Friday, January 11, 2013

A patch of blue...

Hello blue sky. 
It has been a full week of permaGRAY soup. Gray streets, gray buildings, and gray sky with rain so fine it doesn't actually fall, just sits in the air waiting for you to walk into it. 
I actually bought croissants this morning, opened the shutters, bearing the chill, so that I could see your face. So even if you only came for an hour, thanks for stopping by.   
Come again ANYTIME YOU LIKE. 

Thursday, January 10, 2013

Souvenirs

I used to buy knicknacks
                            and then t-shirts

Now I steal pens and hotel notepads
                and pick up other useful things to bring home from vacation.

sugar cubes from Marocco
 like sugar cubes.


because no one wants to live in their memories forever.
or keep dusting them for the next 10 years.

Word of the Day: souvenir = memory/vb to remember

Wednesday, January 9, 2013

Christmas day lunch

Ok, here it is...our Christmas lunch from this year (After 4 days of celebratory holiday meals with different parts of the family).
Not that I am complaining, but really - don't talk foie gras, oysters or escargot for another year.  Or chocolates, for that matter.

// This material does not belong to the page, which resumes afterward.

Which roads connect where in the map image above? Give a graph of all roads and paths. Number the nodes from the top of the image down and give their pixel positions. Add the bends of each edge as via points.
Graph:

Trois amusettes:  a foie gras crème brulée, oyster in gelée with tobiko,and shrimp with a horseradish mousse
to die for, hands down my favorite part of the meal: duck bisque with foie gras in a phyllo shell

Lobster and ris de veau

Veal with butternut squash purée

cheese I can't remember, comté 18mois, Epoisse, Marc de Bourgogne, apricot, cheese I can't remember

pre-dessert: yuzu smoothie

Orange mousse layer cake with orange sorbet

post-dessert: salted butter caramels, house-made hazelnut marshmallows, chocolates with seeds and candied orange and macarons

Tuesday, January 8, 2013

Galette de rois

'tis the French season of the 3 kings.

'tis the season to stick the youngest person under the table to shout out who gets the next piece of galette (or in our case - the next piece of couronne des rois briochée).
'tis the season to eat a soft sweet bread covered in rock sugar and apricot glaze with a mini porcelain something (baby jesus? brief case?  sportsman?) baked inside that someone will crack their teeth on... and then get to wear the revered, golden paper crown.

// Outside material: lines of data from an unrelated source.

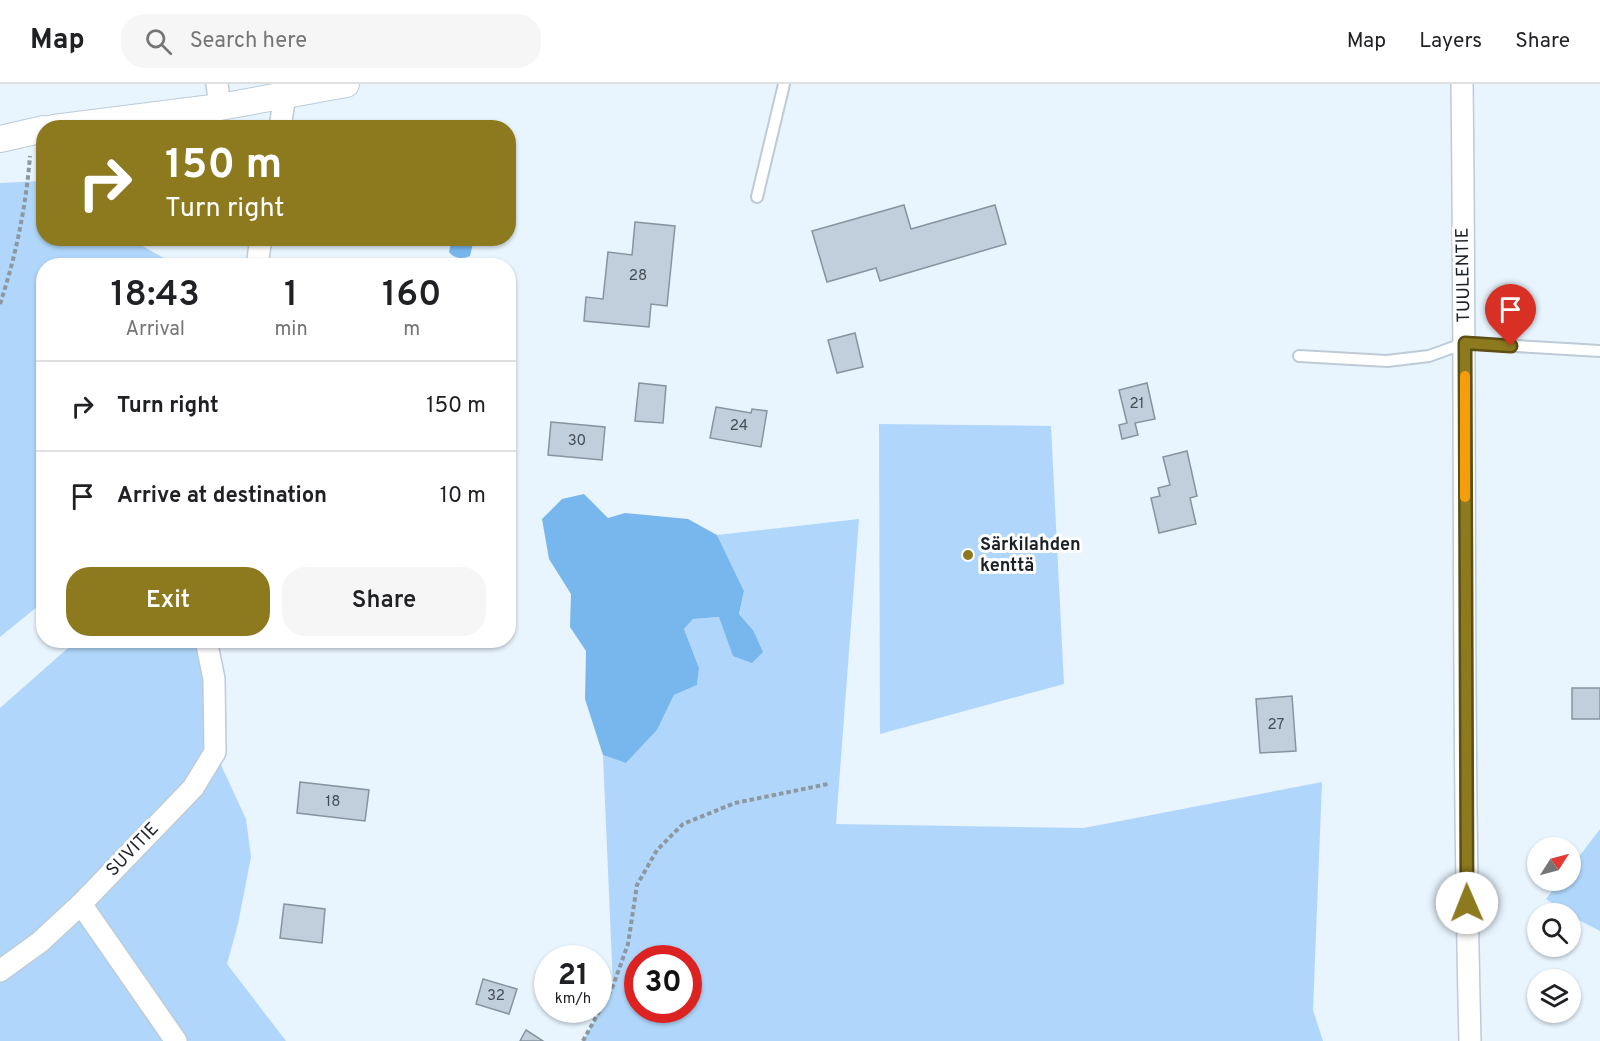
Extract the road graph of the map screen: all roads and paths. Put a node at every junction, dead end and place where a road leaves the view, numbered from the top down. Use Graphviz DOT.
graph roads {
  1 [pos="346,84"];
  2 [pos="784,84"];
  3 [pos="1462,84"];
  4 [pos="285,94"];
  5 [pos="219,95"];
  6 [pos="93,120"];
  7 [pos="280,120"];
  8 [pos="36,131"];
  9 [pos="0,139"];
  10 [pos="36,154"];
  11 [pos="757,198"];
  12 [pos="0,304"];
  13 [pos="1465,343"];
  14 [pos="1600,351"];
  15 [pos="1299,356"];
  16 [pos="208,648"];
  17 [pos="828,784"];
  18 [pos="81,904"];
  19 [pos="0,971"];
  20 [pos="176,1041"];
  21 [pos="583,1041"];
  22 [pos="1470,1041"];
  1 -- 4 [label="street"];
  2 -- 11 [label="lane"];
  3 -- 13 [label="street, TUULENTIE"];
  4 -- 5 [label="street"];
  4 -- 7 [label="street"];
  5 -- 6 [label="street"];
  8 -- 9 [label="street"];
  10 -- 12 [label="path"];
  13 -- 14 [label="lane"];
  13 -- 15 [label="lane"];
  13 -- 22 [label="street, TUULENTIE"];
  16 -- 18 [label="street, SUVITIE"];
  17 -- 21 [label="path"];
  18 -- 19 [label="street, SUVITIE"];
  18 -- 20 [label="street"];
}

I think the game is fixed.   

Thursday, January 3, 2013

...and it is not even mine.

 A male friend of mine pulled this out of a shopping bag with a bunch of other metal plates about 2 weeks after this post.  I don't know why he had it or where he got it, but I immediately took a photo and sent it to our 6 foot tall friend (big splash) who thinks I am waging war on his manhood. 

"But non!"  I say (because I am Franglish) "You just can't leave piss on my walls!"

Here, it is like that!!!

Wednesday, January 2, 2013

New neighbors



and sometimes
neighbors, boooo.

I like...

stone stairs so old they are sloped from years of use.